Locate every line in the records below that holds the word "Zittauer" and return each one.

» Entries provided:
^^^^^^^^

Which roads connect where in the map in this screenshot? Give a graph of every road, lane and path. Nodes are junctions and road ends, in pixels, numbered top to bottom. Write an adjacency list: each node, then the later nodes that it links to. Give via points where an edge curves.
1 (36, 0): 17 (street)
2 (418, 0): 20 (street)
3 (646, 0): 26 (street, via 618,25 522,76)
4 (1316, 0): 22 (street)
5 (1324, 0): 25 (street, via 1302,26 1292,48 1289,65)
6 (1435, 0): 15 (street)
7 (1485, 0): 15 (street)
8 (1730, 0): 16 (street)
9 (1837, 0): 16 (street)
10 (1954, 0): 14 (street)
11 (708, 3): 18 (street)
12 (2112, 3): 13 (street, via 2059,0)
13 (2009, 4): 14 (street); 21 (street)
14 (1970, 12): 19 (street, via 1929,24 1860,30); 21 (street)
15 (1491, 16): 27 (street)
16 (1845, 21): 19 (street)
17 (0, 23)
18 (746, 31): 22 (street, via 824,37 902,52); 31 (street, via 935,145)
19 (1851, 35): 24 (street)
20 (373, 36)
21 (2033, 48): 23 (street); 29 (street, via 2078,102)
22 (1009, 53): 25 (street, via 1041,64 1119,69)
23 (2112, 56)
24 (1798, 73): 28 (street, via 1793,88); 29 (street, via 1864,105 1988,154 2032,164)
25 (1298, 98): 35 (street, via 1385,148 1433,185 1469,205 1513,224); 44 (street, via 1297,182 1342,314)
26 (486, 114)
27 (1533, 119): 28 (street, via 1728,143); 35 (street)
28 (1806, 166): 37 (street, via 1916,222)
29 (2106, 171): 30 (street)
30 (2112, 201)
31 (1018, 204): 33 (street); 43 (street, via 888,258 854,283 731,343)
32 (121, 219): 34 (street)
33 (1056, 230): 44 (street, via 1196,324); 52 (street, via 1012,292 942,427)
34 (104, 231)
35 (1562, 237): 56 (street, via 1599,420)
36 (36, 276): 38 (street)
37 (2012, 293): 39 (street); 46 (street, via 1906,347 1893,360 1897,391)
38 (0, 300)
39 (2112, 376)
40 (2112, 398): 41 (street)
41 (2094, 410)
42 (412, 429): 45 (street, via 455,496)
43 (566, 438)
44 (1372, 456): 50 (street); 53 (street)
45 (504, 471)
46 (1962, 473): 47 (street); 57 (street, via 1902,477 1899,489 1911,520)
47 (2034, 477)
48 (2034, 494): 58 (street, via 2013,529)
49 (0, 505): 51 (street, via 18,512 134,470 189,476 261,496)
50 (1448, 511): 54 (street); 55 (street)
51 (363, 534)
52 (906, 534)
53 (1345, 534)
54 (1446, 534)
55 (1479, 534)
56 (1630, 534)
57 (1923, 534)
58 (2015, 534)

^^^^^^^^

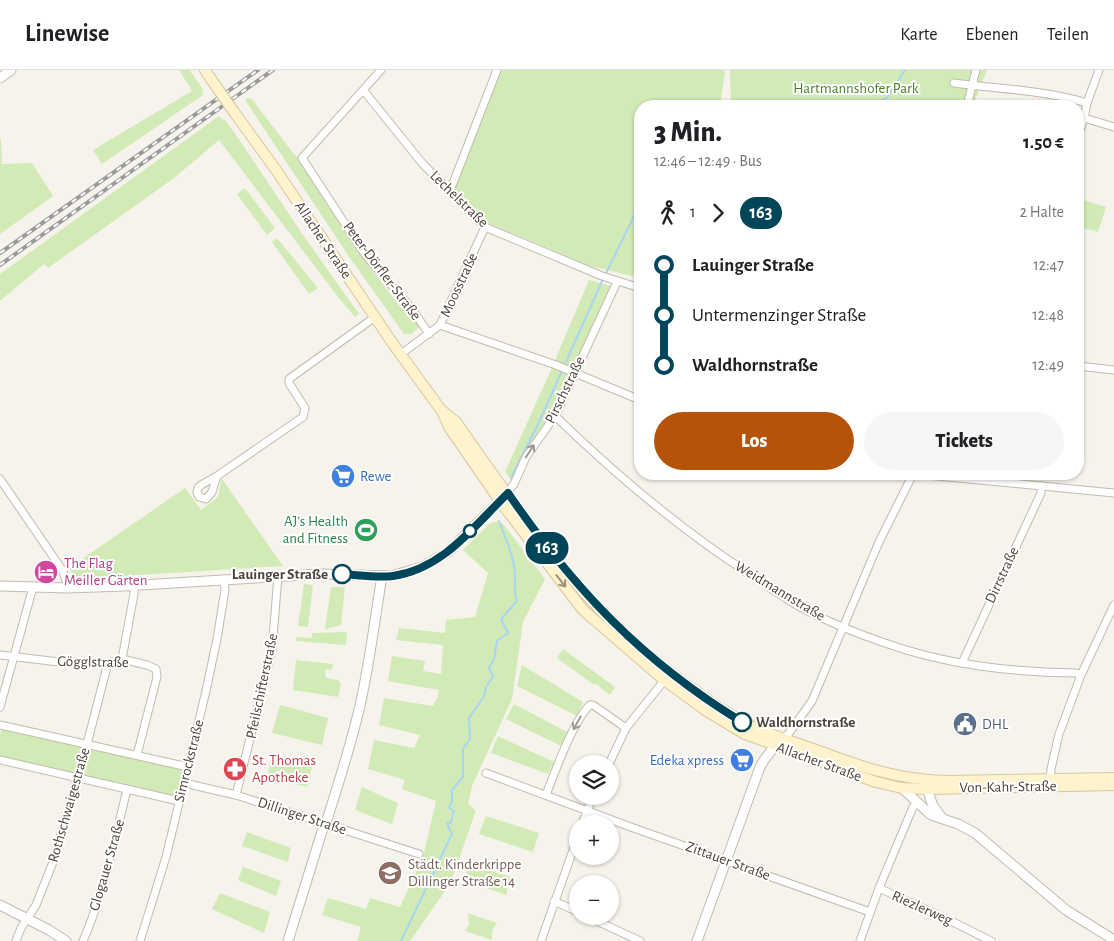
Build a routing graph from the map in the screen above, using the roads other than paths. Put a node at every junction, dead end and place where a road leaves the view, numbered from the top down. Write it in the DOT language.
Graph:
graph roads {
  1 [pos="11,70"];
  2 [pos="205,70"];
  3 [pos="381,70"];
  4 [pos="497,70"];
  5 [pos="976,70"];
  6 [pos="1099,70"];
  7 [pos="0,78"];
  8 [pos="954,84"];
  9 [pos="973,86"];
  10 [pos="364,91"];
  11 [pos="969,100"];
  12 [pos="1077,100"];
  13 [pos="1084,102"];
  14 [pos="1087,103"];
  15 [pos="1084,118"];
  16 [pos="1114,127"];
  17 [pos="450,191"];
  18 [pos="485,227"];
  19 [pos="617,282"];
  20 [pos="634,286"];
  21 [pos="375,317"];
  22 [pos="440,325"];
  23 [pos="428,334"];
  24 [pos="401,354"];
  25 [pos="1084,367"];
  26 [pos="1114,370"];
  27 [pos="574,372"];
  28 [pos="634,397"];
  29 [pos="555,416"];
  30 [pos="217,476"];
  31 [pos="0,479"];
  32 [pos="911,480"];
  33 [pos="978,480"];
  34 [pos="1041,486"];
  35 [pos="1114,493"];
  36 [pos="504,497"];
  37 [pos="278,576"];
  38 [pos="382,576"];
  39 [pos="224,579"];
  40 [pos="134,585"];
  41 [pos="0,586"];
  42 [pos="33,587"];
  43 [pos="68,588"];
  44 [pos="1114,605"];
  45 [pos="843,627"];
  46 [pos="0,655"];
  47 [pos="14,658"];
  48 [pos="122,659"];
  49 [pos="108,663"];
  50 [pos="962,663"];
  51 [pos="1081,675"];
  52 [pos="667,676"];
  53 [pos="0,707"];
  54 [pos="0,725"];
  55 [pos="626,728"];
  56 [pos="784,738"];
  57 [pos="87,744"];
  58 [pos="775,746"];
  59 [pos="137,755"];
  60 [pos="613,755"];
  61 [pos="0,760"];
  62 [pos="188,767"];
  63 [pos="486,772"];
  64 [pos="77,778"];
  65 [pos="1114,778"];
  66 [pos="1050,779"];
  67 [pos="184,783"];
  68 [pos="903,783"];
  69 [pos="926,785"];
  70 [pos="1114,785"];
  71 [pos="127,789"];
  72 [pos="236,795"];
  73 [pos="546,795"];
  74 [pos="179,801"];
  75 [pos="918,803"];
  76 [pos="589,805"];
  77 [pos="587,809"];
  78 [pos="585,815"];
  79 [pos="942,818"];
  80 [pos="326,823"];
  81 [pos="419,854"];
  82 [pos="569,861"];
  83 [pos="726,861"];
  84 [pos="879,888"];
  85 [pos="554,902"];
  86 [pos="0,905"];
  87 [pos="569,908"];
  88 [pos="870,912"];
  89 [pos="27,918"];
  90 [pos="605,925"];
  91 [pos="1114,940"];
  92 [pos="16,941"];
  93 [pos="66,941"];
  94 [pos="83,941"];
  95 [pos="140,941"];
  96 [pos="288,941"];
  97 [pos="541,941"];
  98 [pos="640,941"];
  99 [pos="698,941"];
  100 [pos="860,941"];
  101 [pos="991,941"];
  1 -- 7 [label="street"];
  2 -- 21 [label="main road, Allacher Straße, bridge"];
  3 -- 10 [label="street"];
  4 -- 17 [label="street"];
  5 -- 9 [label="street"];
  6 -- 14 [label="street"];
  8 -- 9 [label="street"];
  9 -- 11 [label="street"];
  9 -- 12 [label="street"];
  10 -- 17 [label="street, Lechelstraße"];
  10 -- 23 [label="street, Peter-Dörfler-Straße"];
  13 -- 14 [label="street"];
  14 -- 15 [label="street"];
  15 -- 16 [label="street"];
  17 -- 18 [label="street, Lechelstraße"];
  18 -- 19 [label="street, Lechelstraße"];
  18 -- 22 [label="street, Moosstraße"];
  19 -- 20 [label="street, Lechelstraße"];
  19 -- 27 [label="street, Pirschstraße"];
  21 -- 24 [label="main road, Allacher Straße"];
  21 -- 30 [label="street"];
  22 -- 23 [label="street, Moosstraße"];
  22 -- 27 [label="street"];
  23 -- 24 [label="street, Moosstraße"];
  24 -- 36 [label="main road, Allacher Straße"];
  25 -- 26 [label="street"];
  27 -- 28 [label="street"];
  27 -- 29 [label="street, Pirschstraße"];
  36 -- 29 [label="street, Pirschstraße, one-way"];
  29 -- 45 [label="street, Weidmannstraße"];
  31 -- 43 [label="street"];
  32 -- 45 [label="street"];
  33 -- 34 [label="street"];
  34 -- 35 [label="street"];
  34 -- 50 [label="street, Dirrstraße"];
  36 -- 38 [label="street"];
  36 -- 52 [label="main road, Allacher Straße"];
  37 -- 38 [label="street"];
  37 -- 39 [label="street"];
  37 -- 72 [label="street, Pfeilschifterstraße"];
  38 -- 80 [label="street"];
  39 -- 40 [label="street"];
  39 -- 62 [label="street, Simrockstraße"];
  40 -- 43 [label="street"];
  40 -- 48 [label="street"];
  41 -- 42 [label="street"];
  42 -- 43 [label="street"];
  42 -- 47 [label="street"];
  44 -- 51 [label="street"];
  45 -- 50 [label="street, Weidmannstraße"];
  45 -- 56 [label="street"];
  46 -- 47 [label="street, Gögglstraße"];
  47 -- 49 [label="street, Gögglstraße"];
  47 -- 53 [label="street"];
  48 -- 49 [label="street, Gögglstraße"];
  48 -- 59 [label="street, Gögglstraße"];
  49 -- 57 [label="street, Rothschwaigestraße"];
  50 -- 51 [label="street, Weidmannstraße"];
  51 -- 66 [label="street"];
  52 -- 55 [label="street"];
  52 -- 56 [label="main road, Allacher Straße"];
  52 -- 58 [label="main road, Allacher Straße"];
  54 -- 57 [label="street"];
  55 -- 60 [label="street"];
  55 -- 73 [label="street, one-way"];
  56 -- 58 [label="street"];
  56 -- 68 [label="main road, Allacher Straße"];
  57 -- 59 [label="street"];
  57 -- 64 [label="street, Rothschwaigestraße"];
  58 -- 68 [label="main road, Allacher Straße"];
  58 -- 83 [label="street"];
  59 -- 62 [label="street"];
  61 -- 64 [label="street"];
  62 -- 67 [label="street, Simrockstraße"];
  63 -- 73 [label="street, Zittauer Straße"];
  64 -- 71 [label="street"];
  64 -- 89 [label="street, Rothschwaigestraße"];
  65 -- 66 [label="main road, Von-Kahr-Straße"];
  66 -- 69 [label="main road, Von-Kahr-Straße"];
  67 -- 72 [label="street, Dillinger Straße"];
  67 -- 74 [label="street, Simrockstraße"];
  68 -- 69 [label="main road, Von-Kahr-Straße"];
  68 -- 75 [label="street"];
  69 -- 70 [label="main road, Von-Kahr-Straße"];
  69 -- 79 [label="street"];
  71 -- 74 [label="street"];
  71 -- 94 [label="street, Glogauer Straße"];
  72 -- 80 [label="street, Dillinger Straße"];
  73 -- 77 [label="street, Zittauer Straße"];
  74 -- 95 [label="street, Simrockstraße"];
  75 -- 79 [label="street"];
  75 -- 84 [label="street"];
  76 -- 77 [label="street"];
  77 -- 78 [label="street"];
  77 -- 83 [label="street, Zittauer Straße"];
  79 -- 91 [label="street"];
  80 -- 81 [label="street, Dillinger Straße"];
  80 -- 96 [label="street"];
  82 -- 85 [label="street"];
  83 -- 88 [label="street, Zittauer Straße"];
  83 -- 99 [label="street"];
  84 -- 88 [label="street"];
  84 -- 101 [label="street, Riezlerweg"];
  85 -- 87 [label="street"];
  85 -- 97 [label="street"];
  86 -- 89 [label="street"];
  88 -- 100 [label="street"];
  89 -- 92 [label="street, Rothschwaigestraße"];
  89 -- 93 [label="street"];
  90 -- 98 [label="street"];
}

^^^^^^^^

» Written response:
  63 -- 73 [label="street, Zittauer Straße"];
  73 -- 77 [label="street, Zittauer Straße"];
  77 -- 83 [label="street, Zittauer Straße"];
  83 -- 88 [label="street, Zittauer Straße"];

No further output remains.